Jako dyrektor kreatywny Weltman odpowiadał między innymi za kampanie marek Taco Bell, Doritos, BMW, Microsoft czy KIA. Przy serialu pracuje od pierwszego sezonu, a jego zadaniem jest zagwarantowanie, że przedstawione w nim realia pracy w agencji, od tworzenia kreacji po obsługę klienta, są zgodne z rzeczywistością i okresem, którego dotyczą. By tak było, ściśle współpracuje z twórcą serii Matthew Weinerem oraz scenarzystami, a większość reklam pojawiających się w serialu jest jego autorstwa.
W opinii Weltmana „Mad Men” jest pierwszą udana próba podejścia do tematu reklamy na małym i dużym ekranie. W serialu możemy obserwować cały proces kreacji, od dosłownie pierwszych pomysłów po gotową koncepcję, którą trzeba umiejętnie sprzedać. O tym, jak to zrobić, traktuje książka Weltmana „Seducing Strangers: How to Get People to Buy What You’re Selling”, która zadebiutowała w księgarniach w niecały miesiąc przed premierą ostatniego sezonu serialu, zaplanowaną na 5 kwietnia.

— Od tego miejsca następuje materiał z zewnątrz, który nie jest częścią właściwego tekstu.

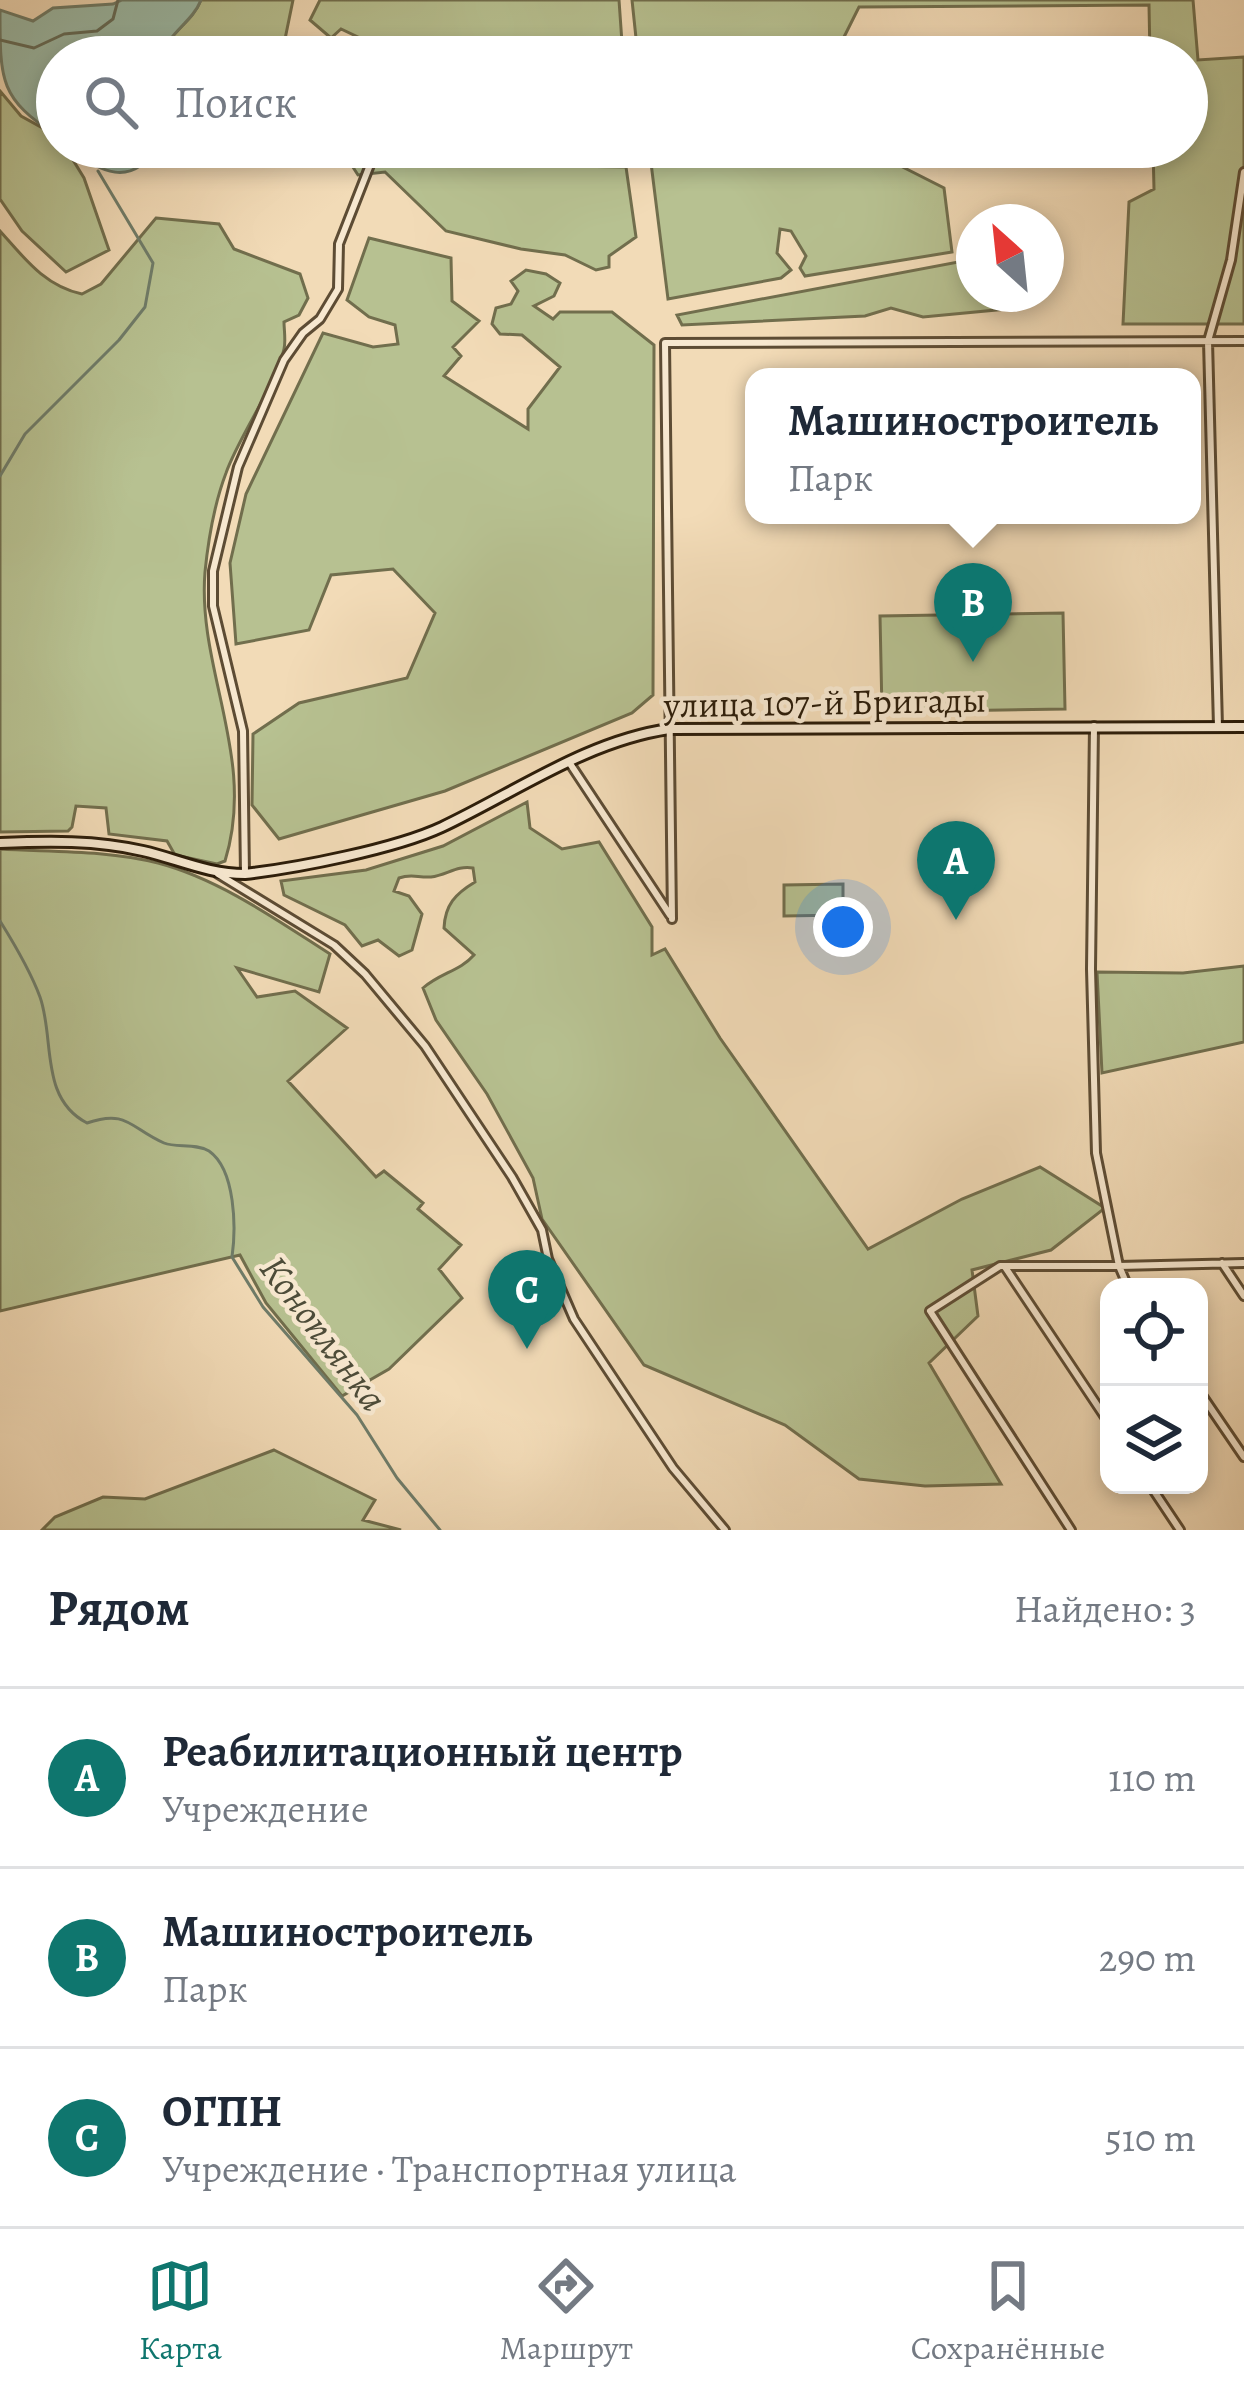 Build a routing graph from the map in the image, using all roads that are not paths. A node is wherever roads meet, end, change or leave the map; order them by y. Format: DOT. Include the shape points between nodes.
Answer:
graph roads {
  1 [pos="368,168"];
  2 [pos="1244,172"];
  3 [pos="1208,341"];
  4 [pos="1244,341"];
  5 [pos="1094,727"];
  6 [pos="1244,727"];
  7 [pos="1218,728"];
  8 [pos="670,729"];
  9 [pos="569,763"];
  10 [pos="0,843"];
  11 [pos="218,874"];
  12 [pos="245,874"];
  13 [pos="1222,1263"];
  14 [pos="1244,1263"];
  15 [pos="1119,1266"];
  16 [pos="1005,1267"];
  17 [pos="1124,1278"];
  18 [pos="1244,1296"];
  19 [pos="1208,1404"];
  20 [pos="1100,1410"];
  21 [pos="1244,1457"];
  22 [pos="1156,1494"];
  23 [pos="725,1530"];
  24 [pos="1071,1530"];
  25 [pos="1180,1530"];
  1 -- 12 [label="street" via="339,244 338,289 284,360 238,467 213,571 213,606 243,731"];
  2 -- 3 [label="street"];
  3 -- 4 [label="street"];
  3 -- 7 [label="street"];
  3 -- 8 [label="street" via="665,343"];
  5 -- 7 [label="main road, улица 107-й Бригады"];
  5 -- 8 [label="main road, улица 107-й Бригады"];
  5 -- 15 [label="street" via="1096,1153"];
  6 -- 7 [label="main road, улица 107-й Бригады"];
  8 -- 9 [label="main road, улица 107-й Бригады"];
  8 -- 9 [label="street" via="672,919"];
  9 -- 12 [label="main road, улица 107-й Бригады" via="437,829"];
  10 -- 11 [label="main road, улица 107-й Бригады" via="117,846"];
  11 -- 12 [label="main road, улица 107-й Бригады"];
  11 -- 23 [label="street" via="334,945 404,1019 512,1177 584,1336"];
  13 -- 14 [label="street"];
  13 -- 15 [label="street"];
  13 -- 18 [label="street"];
  15 -- 16 [label="street"];
  15 -- 17 [label="street"];
  16 -- 20 [label="street"];
  16 -- 24 [label="street" via="930,1311"];
  19 -- 21 [label="street"];
  22 -- 25 [label="street"];
}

Jak się okazuje, serial świetnie odzwierciedla tezy zawarte w książce. Weltman pisze między innymi, że przekonanie innych do własnego pomysłu to w dużej mierze kwestia dobrego podprowadzenia pomysłu na koncepcję, na która klienci powinni przystać jeszcze przed zaprezentowaniem reklamy. Dokładnie taką taktykę przyjmuje Don Draper, który niemal każdą prezentację rozpoczyna od przekonania klienta do własnej idei, a przedstawienie konkretnego projektu pozostawia na koniec. Weltman nazywa to strategią potakiwania – jeśli w trakcie prezentacji klient zaczyna kiwać głowa można być pewnym, że zaakceptuje finalny pomysł. Zgodnie z tym założeniem prezentując pomysł na kampanie nowego projektora zdjęć marki Kodak Don kreuje go go jako wehikuł czasu, który przenosi nas do wspomnień.
Mad Men: The Carousel from ray3c on Vimeo.
Kolejną zasadą Weltmana oddaną w serialu jest „Nie da się mieć wszystkiego”. Specjalista twierdzi, że komunikując produkt powinniśmy mieć w głowie jeden, konkretny typ odbiorcy i na nim się skupiać. Nie można zrobić skutecznej reklamy kierowanej równocześnie do mam i dzieci czy singli oraz par – konieczne jest podjęcie decyzji. Don Draper wykłada tę prawdę jednej z klientek, właścicielce centrum handlowego, które ma kojarzyć się z luksusem, ale równocześnie przyciągać mniej zamożne klientki promocjami. Zdaniem Weltmana reklama ma szanse powodzenia jedynie, jeśli stworzymy ja pod kątem ściśle określonego targetu.
Zasady Weltmana w życie wprowadza również Peggy Olson, najzdolniejsza protegowana Drapera, która w najnowszych sezonach serial pnie się po szczeblach kariery, podczas gdy on sam spada w dół, nie tylko zawodowy. W przypadku kampanii szminek potwierdza przekonanie specjalisty o korzyściach z przekuwania wad produktów w ich zalety. Serialowi producenci pomadek wyszli z przekonania, że posiadanie w ofercie aż 100 odcieni miesza klientkom w głowach i utrudnia wybór. Peggy uznała, że szeroka oferta daje szansę personalizacji produktu przez każdą kobietę, która może wybrać własny, wyjątkowy kolor.
Przekładając realia współczesnej książki na fabułę serialu osadzonego w rzeczywistości lat 60. Weltman udowadnia, że mimo ogromnych przemian na rynku reklamy, podstawy zawodu pozostają niezmienne. Liczą się dobre pomysły, trafne odczytywanie oczekiwań i pragnień innych oraz umiejętność ich spełniania.